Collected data
--*--

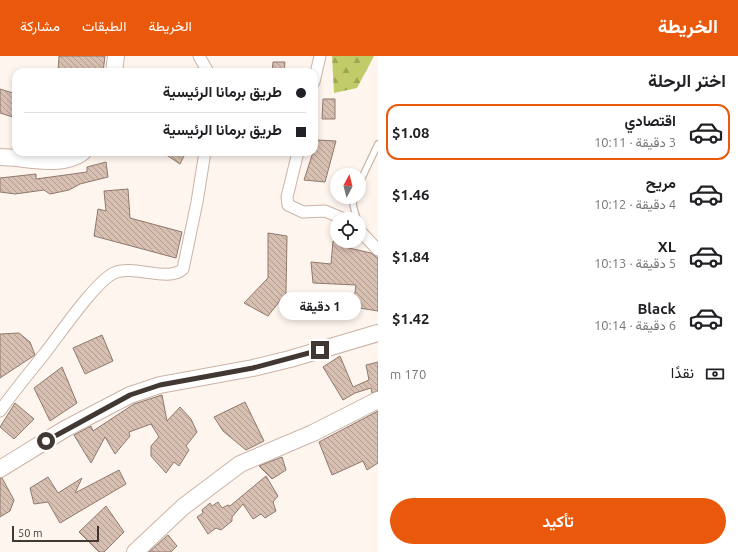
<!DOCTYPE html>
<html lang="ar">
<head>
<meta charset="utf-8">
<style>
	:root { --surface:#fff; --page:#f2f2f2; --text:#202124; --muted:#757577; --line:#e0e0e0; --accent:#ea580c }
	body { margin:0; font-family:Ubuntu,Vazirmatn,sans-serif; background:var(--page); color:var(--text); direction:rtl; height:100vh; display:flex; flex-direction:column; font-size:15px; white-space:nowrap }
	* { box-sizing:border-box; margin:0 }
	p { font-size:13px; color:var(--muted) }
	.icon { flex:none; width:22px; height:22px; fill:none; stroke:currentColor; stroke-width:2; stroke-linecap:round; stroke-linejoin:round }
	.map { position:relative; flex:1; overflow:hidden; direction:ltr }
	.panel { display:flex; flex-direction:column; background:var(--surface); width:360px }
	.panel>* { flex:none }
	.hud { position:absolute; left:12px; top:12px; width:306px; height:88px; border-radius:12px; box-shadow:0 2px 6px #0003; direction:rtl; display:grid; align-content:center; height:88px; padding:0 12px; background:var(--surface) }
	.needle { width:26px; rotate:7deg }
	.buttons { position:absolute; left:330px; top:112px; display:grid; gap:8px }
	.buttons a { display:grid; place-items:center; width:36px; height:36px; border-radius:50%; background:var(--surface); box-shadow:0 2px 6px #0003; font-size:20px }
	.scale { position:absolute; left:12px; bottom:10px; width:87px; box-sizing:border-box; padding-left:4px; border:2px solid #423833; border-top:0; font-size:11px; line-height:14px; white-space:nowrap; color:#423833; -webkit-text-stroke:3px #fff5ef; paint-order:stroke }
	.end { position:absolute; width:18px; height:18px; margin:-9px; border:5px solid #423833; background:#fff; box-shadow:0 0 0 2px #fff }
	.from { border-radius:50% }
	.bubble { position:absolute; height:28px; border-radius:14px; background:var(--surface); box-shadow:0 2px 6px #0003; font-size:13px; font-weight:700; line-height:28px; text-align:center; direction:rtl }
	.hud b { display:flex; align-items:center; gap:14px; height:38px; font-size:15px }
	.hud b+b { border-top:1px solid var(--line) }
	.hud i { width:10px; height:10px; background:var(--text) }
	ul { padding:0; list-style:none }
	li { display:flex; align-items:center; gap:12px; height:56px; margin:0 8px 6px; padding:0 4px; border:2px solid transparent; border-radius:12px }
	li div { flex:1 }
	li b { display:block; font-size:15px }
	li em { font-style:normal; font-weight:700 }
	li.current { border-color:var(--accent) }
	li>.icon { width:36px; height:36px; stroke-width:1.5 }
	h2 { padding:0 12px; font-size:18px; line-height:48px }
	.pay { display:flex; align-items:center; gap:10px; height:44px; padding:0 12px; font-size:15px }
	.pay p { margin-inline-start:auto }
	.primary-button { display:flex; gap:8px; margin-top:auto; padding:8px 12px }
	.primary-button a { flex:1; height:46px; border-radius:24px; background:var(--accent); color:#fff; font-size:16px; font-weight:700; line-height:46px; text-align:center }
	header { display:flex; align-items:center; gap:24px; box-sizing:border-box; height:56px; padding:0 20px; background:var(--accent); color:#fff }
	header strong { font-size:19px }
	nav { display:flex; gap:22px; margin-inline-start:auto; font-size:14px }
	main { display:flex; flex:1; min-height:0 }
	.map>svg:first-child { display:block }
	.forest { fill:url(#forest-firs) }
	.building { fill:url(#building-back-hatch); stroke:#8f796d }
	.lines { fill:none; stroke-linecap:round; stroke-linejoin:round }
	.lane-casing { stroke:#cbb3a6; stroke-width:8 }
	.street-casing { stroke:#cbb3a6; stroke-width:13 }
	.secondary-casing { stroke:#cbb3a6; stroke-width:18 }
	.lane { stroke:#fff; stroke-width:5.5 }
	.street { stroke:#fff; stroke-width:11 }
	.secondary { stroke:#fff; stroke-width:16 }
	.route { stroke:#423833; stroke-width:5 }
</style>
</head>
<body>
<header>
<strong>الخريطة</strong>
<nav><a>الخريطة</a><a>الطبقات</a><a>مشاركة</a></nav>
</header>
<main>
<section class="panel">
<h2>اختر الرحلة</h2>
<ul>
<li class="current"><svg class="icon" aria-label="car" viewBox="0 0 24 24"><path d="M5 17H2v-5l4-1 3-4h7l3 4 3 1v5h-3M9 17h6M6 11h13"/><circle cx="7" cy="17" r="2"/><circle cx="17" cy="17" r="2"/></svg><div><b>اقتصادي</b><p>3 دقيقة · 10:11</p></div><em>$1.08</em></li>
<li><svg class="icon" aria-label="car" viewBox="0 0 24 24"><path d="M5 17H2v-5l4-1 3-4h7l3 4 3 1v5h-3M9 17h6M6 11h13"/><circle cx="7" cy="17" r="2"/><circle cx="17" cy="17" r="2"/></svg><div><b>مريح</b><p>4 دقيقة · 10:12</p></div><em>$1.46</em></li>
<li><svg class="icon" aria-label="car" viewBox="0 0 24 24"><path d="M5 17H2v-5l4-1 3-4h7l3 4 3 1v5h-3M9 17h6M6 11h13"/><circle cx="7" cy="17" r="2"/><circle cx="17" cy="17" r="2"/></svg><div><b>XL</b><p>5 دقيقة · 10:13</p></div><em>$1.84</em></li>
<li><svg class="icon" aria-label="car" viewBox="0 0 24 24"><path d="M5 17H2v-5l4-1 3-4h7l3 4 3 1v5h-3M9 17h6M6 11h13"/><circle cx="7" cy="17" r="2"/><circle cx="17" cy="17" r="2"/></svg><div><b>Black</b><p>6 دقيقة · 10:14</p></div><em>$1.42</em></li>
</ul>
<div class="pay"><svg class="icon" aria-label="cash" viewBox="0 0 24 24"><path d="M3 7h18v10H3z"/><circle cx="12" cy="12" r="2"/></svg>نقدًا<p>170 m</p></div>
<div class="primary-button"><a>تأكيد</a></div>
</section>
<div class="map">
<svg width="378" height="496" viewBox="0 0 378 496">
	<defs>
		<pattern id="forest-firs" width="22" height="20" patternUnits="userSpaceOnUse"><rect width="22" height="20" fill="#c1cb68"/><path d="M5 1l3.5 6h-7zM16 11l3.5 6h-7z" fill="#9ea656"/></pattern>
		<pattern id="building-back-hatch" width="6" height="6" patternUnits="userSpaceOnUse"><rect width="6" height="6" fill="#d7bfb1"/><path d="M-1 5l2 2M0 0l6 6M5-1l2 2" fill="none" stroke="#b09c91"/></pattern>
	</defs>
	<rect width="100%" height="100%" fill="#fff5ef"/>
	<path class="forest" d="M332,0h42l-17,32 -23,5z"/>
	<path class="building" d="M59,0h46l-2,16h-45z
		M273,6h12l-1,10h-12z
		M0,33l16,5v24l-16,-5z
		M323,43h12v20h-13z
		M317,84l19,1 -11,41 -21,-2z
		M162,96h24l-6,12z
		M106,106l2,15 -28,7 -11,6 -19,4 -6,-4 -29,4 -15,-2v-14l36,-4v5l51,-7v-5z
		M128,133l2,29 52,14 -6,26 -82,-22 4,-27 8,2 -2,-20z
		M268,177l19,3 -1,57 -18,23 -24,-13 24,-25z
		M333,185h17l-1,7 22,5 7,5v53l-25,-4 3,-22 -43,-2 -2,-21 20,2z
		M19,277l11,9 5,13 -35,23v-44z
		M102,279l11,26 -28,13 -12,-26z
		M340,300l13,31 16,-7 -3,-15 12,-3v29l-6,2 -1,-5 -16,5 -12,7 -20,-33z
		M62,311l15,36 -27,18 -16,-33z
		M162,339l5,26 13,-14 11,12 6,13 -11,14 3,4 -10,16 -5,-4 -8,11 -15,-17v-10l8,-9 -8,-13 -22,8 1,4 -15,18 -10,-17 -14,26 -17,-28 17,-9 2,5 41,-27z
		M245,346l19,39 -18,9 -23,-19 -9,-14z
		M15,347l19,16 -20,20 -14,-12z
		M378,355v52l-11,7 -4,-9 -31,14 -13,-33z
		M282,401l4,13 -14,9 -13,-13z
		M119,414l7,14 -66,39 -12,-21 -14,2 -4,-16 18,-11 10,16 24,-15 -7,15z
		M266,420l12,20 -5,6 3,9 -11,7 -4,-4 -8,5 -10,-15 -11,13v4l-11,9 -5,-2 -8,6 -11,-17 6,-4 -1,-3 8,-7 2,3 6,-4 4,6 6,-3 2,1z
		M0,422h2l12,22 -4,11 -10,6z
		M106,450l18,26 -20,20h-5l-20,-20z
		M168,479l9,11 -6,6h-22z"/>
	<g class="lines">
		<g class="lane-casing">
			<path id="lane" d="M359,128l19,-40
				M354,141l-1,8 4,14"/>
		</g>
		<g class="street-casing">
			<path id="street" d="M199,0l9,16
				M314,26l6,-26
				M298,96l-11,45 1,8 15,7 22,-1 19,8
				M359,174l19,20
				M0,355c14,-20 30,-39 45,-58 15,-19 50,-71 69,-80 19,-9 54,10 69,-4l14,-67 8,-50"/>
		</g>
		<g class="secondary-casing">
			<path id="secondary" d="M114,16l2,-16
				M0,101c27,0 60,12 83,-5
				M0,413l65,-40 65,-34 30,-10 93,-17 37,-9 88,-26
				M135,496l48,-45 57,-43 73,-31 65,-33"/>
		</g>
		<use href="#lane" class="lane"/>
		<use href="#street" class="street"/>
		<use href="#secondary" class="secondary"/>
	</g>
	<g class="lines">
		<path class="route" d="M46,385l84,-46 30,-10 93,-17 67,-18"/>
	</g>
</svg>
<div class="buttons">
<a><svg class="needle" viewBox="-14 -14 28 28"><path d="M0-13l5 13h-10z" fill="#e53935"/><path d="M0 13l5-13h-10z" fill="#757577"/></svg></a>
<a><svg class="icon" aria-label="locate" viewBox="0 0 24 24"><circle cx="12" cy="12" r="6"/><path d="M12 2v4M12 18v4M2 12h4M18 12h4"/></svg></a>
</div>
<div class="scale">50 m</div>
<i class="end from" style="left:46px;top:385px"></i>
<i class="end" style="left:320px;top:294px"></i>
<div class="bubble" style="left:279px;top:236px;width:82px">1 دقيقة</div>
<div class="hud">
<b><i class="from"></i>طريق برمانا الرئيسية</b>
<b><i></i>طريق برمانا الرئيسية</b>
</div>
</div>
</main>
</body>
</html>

--*--

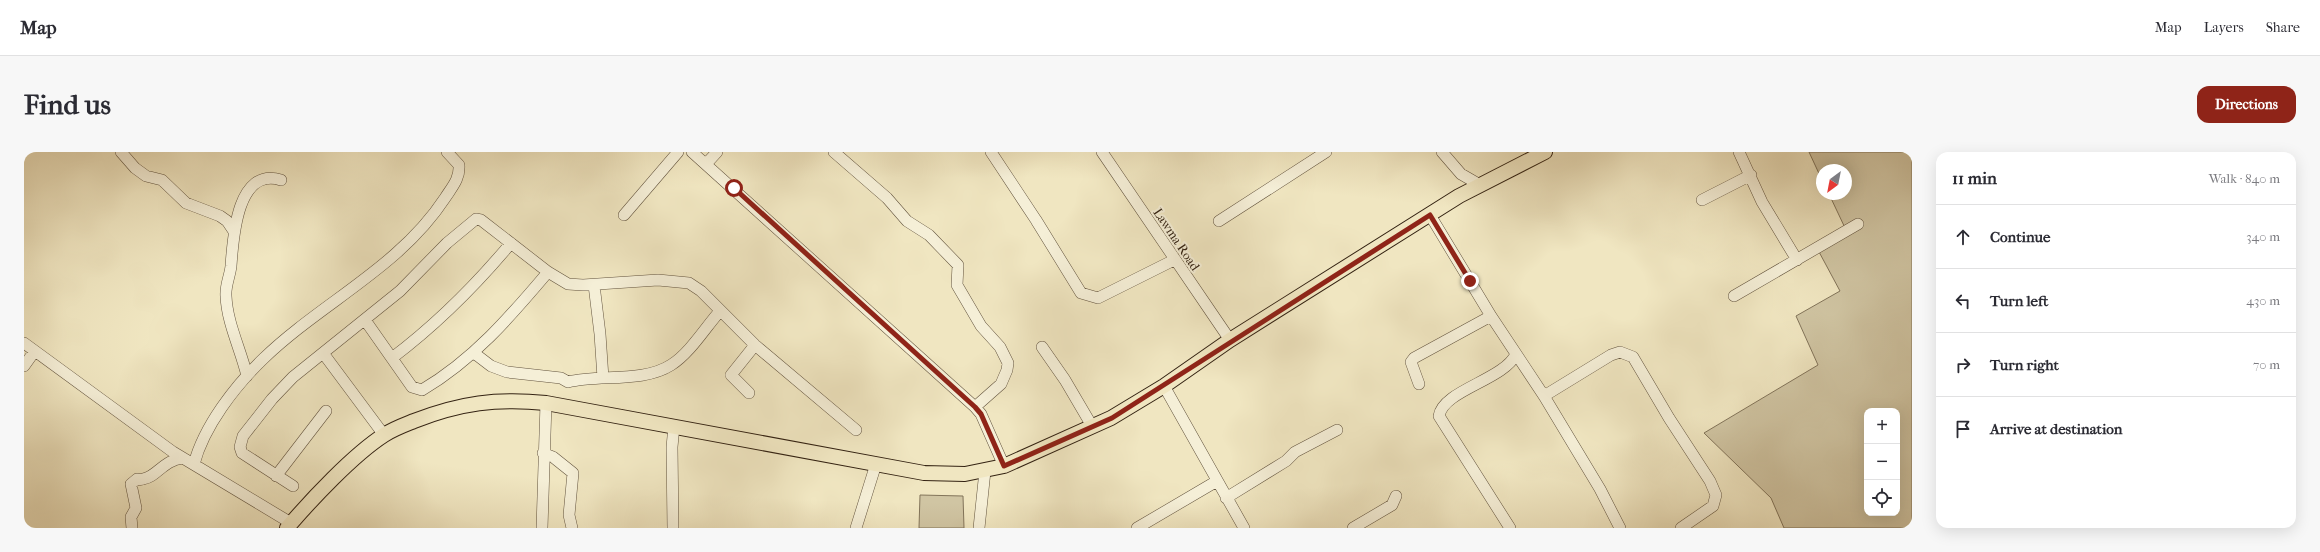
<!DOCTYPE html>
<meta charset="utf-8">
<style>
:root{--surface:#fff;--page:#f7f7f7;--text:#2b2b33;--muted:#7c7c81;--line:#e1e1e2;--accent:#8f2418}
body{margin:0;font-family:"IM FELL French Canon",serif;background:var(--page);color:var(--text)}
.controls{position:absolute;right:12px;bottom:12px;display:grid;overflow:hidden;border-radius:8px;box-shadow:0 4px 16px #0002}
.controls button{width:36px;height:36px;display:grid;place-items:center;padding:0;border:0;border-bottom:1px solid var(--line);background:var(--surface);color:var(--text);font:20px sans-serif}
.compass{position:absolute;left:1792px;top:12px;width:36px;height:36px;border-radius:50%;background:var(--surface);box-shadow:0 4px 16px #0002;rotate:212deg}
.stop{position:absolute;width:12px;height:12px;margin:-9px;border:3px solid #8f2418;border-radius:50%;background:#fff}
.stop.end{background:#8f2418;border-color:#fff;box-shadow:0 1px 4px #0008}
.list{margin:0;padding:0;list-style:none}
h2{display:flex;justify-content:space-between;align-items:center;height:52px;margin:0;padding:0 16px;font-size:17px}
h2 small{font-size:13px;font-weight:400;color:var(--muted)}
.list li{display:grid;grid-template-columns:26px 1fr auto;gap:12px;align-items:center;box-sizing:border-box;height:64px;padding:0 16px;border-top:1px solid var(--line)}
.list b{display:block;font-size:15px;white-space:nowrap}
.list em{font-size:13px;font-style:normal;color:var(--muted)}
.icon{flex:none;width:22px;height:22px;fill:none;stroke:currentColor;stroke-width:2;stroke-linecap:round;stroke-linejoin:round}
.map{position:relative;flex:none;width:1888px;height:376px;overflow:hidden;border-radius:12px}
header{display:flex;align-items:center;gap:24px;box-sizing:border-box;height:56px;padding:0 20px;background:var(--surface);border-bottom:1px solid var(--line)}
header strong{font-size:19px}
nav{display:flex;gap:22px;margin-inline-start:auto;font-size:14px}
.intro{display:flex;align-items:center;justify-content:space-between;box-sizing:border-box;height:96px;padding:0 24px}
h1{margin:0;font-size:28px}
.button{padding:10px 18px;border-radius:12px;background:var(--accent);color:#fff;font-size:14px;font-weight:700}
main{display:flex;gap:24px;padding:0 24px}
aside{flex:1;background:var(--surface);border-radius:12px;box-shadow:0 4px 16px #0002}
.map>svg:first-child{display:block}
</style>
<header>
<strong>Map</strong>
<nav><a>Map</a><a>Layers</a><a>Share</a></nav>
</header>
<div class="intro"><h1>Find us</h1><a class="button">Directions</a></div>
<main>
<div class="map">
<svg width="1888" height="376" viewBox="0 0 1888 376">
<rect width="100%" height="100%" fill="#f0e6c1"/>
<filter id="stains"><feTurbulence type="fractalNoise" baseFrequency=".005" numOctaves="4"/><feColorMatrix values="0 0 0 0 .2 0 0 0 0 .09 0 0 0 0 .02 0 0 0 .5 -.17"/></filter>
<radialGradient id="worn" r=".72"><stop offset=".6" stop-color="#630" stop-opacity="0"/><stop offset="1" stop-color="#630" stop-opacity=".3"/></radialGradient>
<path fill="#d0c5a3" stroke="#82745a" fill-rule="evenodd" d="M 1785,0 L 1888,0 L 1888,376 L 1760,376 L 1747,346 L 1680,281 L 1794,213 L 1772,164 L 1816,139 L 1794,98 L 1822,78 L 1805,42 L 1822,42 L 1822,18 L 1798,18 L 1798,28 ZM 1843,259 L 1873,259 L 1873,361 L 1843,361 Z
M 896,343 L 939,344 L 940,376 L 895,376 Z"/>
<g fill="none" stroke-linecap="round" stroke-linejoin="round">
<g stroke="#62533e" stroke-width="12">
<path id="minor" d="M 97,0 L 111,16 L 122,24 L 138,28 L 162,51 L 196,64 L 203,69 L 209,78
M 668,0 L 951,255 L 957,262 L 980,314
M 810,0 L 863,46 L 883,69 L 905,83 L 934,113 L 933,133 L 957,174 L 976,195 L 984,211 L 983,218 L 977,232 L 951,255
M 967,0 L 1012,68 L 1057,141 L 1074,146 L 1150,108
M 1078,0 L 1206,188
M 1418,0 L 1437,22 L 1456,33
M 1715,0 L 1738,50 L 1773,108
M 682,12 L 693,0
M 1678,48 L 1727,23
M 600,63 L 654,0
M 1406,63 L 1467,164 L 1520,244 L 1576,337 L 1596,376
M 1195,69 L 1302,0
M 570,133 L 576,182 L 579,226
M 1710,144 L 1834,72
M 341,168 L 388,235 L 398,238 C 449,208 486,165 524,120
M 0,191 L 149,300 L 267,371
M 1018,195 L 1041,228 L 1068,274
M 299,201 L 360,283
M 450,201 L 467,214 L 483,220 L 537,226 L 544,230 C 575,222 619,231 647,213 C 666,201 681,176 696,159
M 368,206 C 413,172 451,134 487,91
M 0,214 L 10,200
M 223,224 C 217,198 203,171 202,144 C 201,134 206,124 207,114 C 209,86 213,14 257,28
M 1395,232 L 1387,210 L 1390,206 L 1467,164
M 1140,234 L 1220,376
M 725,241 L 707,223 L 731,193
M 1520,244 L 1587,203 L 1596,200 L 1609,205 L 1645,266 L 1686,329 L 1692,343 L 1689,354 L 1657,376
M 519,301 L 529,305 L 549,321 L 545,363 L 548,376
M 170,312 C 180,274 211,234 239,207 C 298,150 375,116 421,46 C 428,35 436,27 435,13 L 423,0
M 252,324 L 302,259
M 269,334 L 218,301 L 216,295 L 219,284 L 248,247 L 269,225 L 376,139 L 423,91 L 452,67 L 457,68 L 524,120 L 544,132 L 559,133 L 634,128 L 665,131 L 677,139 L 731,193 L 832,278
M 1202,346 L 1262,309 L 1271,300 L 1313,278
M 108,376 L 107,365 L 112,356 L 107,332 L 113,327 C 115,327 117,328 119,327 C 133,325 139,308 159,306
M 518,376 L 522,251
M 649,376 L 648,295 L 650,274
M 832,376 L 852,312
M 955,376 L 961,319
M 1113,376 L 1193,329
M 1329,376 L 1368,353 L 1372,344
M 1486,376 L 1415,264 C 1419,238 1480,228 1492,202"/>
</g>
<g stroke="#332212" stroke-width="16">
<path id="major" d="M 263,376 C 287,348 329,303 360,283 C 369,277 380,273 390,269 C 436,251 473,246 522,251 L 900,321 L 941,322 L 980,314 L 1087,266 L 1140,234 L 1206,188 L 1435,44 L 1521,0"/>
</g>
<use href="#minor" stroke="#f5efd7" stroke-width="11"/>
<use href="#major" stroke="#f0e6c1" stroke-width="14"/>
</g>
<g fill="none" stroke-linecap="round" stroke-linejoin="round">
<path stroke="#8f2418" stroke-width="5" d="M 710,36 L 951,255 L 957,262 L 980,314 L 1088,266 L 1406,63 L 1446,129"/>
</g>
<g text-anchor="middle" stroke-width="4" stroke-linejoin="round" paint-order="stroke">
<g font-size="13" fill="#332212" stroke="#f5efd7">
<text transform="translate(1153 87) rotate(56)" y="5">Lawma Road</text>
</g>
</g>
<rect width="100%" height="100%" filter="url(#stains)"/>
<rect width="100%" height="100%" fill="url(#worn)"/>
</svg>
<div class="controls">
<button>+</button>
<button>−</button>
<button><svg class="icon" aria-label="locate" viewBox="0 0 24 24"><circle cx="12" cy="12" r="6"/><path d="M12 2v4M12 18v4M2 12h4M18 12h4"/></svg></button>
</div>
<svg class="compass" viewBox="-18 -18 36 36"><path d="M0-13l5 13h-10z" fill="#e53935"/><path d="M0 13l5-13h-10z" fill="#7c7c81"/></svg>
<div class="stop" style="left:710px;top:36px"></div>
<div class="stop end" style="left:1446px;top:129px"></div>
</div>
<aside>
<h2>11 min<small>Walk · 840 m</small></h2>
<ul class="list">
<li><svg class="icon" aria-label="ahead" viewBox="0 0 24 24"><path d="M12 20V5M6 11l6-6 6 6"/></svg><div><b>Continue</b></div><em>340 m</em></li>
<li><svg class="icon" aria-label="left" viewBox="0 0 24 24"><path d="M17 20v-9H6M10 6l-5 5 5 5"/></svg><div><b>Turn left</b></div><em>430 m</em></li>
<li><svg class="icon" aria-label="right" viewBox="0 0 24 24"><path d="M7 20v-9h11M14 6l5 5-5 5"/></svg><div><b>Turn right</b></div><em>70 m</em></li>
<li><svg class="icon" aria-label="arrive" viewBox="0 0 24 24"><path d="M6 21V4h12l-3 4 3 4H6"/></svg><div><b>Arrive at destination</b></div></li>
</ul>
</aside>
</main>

--*--

WORK INSTRUCTION: Filter the entries above and keep only the lines with the word "برمانا".

SOLUTION TO THE PROBLEM:
<b><i class="from"></i>طريق برمانا الرئيسية</b>
<b><i></i>طريق برمانا الرئيسية</b>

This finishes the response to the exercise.